Start of Source data

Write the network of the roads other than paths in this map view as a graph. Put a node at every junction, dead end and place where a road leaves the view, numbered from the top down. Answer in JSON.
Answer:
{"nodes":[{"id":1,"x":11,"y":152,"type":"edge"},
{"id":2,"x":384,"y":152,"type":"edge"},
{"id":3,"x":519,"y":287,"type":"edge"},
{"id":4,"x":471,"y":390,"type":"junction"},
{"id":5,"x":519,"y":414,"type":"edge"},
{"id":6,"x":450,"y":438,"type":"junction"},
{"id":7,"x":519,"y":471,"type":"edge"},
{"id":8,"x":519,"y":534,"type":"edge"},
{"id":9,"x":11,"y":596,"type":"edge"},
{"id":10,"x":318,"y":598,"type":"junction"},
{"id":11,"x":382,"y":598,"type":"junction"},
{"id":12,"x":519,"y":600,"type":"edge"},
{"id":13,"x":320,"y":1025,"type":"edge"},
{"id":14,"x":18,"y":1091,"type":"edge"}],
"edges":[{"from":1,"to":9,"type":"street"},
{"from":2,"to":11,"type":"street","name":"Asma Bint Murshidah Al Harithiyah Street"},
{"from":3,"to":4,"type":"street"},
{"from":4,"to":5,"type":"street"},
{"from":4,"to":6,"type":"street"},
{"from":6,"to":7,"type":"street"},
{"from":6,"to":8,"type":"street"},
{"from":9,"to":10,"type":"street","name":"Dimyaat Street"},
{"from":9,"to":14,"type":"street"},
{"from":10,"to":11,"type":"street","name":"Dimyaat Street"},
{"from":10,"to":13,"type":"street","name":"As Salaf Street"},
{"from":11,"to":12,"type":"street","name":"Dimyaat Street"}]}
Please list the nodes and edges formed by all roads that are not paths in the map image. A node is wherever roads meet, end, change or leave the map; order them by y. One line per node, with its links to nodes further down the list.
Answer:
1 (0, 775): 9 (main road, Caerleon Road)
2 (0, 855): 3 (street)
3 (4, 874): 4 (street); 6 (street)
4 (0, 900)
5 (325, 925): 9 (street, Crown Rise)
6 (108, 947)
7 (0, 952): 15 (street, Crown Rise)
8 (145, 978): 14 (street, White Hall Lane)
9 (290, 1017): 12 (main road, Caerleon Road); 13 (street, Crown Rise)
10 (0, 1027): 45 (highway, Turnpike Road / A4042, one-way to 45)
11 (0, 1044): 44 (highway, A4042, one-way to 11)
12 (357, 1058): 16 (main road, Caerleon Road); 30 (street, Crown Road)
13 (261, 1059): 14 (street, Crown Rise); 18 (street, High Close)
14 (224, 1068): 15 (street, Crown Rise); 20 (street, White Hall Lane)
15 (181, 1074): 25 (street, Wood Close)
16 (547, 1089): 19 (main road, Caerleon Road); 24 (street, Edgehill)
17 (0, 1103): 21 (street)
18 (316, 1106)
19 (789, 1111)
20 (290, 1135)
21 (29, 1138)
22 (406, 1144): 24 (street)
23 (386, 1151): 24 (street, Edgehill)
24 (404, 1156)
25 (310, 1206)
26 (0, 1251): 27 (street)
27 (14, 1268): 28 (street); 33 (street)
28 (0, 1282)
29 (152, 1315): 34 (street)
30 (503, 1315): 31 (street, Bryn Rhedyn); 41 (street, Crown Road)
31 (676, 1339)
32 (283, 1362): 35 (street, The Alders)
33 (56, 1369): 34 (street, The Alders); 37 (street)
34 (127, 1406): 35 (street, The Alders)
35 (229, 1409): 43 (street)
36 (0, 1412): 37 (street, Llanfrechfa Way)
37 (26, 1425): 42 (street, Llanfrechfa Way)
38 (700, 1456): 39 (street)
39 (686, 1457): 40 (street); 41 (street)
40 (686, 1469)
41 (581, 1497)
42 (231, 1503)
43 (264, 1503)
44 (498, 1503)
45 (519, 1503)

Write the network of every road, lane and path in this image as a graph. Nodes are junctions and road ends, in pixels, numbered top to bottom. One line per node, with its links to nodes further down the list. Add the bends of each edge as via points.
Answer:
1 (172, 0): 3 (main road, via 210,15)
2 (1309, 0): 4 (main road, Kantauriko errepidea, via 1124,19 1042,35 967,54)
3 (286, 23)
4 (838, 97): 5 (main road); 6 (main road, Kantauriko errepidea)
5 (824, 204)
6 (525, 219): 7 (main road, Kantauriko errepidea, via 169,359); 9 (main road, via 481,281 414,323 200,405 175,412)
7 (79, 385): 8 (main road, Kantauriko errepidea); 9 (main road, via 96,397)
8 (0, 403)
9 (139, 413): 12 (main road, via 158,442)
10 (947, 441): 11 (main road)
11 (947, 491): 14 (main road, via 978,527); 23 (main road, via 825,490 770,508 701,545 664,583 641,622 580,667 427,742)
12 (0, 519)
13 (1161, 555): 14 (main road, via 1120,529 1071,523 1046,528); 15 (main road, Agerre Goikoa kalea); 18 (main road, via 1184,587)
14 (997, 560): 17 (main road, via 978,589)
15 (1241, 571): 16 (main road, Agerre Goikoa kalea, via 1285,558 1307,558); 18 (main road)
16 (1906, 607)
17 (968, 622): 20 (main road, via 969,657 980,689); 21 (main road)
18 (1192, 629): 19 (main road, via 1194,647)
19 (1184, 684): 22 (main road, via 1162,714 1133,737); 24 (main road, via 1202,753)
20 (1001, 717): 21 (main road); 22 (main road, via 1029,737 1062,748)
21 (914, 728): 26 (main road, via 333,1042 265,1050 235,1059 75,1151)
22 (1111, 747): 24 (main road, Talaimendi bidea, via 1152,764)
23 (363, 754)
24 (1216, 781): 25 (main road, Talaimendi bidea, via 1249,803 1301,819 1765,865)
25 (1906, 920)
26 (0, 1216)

End of Source data

(About this exercise):
The records need to be set down again without a single difference.

(Task solution):
Write the network of the roads other than paths in this map view as a graph. Put a node at every junction, dead end and place where a road leaves the view, numbered from the top down. Answer in JSON.
Answer:
{"nodes":[{"id":1,"x":11,"y":152,"type":"edge"},
{"id":2,"x":384,"y":152,"type":"edge"},
{"id":3,"x":519,"y":287,"type":"edge"},
{"id":4,"x":471,"y":390,"type":"junction"},
{"id":5,"x":519,"y":414,"type":"edge"},
{"id":6,"x":450,"y":438,"type":"junction"},
{"id":7,"x":519,"y":471,"type":"edge"},
{"id":8,"x":519,"y":534,"type":"edge"},
{"id":9,"x":11,"y":596,"type":"edge"},
{"id":10,"x":318,"y":598,"type":"junction"},
{"id":11,"x":382,"y":598,"type":"junction"},
{"id":12,"x":519,"y":600,"type":"edge"},
{"id":13,"x":320,"y":1025,"type":"edge"},
{"id":14,"x":18,"y":1091,"type":"edge"}],
"edges":[{"from":1,"to":9,"type":"street"},
{"from":2,"to":11,"type":"street","name":"Asma Bint Murshidah Al Harithiyah Street"},
{"from":3,"to":4,"type":"street"},
{"from":4,"to":5,"type":"street"},
{"from":4,"to":6,"type":"street"},
{"from":6,"to":7,"type":"street"},
{"from":6,"to":8,"type":"street"},
{"from":9,"to":10,"type":"street","name":"Dimyaat Street"},
{"from":9,"to":14,"type":"street"},
{"from":10,"to":11,"type":"street","name":"Dimyaat Street"},
{"from":10,"to":13,"type":"street","name":"As Salaf Street"},
{"from":11,"to":12,"type":"street","name":"Dimyaat Street"}]}
Please list the nodes and edges formed by all roads that are not paths in the map image. A node is wherever roads meet, end, change or leave the map; order them by y. One line per node, with its links to nodes further down the list.
Answer:
1 (0, 775): 9 (main road, Caerleon Road)
2 (0, 855): 3 (street)
3 (4, 874): 4 (street); 6 (street)
4 (0, 900)
5 (325, 925): 9 (street, Crown Rise)
6 (108, 947)
7 (0, 952): 15 (street, Crown Rise)
8 (145, 978): 14 (street, White Hall Lane)
9 (290, 1017): 12 (main road, Caerleon Road); 13 (street, Crown Rise)
10 (0, 1027): 45 (highway, Turnpike Road / A4042, one-way to 45)
11 (0, 1044): 44 (highway, A4042, one-way to 11)
12 (357, 1058): 16 (main road, Caerleon Road); 30 (street, Crown Road)
13 (261, 1059): 14 (street, Crown Rise); 18 (street, High Close)
14 (224, 1068): 15 (street, Crown Rise); 20 (street, White Hall Lane)
15 (181, 1074): 25 (street, Wood Close)
16 (547, 1089): 19 (main road, Caerleon Road); 24 (street, Edgehill)
17 (0, 1103): 21 (street)
18 (316, 1106)
19 (789, 1111)
20 (290, 1135)
21 (29, 1138)
22 (406, 1144): 24 (street)
23 (386, 1151): 24 (street, Edgehill)
24 (404, 1156)
25 (310, 1206)
26 (0, 1251): 27 (street)
27 (14, 1268): 28 (street); 33 (street)
28 (0, 1282)
29 (152, 1315): 34 (street)
30 (503, 1315): 31 (street, Bryn Rhedyn); 41 (street, Crown Road)
31 (676, 1339)
32 (283, 1362): 35 (street, The Alders)
33 (56, 1369): 34 (street, The Alders); 37 (street)
34 (127, 1406): 35 (street, The Alders)
35 (229, 1409): 43 (street)
36 (0, 1412): 37 (street, Llanfrechfa Way)
37 (26, 1425): 42 (street, Llanfrechfa Way)
38 (700, 1456): 39 (street)
39 (686, 1457): 40 (street); 41 (street)
40 (686, 1469)
41 (581, 1497)
42 (231, 1503)
43 (264, 1503)
44 (498, 1503)
45 (519, 1503)

Write the network of every road, lane and path in this image as a graph. Nodes are junctions and road ends, in pixels, numbered top to bottom. One line per node, with its links to nodes further down the list. Add the bends of each edge as via points.
Answer:
1 (172, 0): 3 (main road, via 210,15)
2 (1309, 0): 4 (main road, Kantauriko errepidea, via 1124,19 1042,35 967,54)
3 (286, 23)
4 (838, 97): 5 (main road); 6 (main road, Kantauriko errepidea)
5 (824, 204)
6 (525, 219): 7 (main road, Kantauriko errepidea, via 169,359); 9 (main road, via 481,281 414,323 200,405 175,412)
7 (79, 385): 8 (main road, Kantauriko errepidea); 9 (main road, via 96,397)
8 (0, 403)
9 (139, 413): 12 (main road, via 158,442)
10 (947, 441): 11 (main road)
11 (947, 491): 14 (main road, via 978,527); 23 (main road, via 825,490 770,508 701,545 664,583 641,622 580,667 427,742)
12 (0, 519)
13 (1161, 555): 14 (main road, via 1120,529 1071,523 1046,528); 15 (main road, Agerre Goikoa kalea); 18 (main road, via 1184,587)
14 (997, 560): 17 (main road, via 978,589)
15 (1241, 571): 16 (main road, Agerre Goikoa kalea, via 1285,558 1307,558); 18 (main road)
16 (1906, 607)
17 (968, 622): 20 (main road, via 969,657 980,689); 21 (main road)
18 (1192, 629): 19 (main road, via 1194,647)
19 (1184, 684): 22 (main road, via 1162,714 1133,737); 24 (main road, via 1202,753)
20 (1001, 717): 21 (main road); 22 (main road, via 1029,737 1062,748)
21 (914, 728): 26 (main road, via 333,1042 265,1050 235,1059 75,1151)
22 (1111, 747): 24 (main road, Talaimendi bidea, via 1152,764)
23 (363, 754)
24 (1216, 781): 25 (main road, Talaimendi bidea, via 1249,803 1301,819 1765,865)
25 (1906, 920)
26 (0, 1216)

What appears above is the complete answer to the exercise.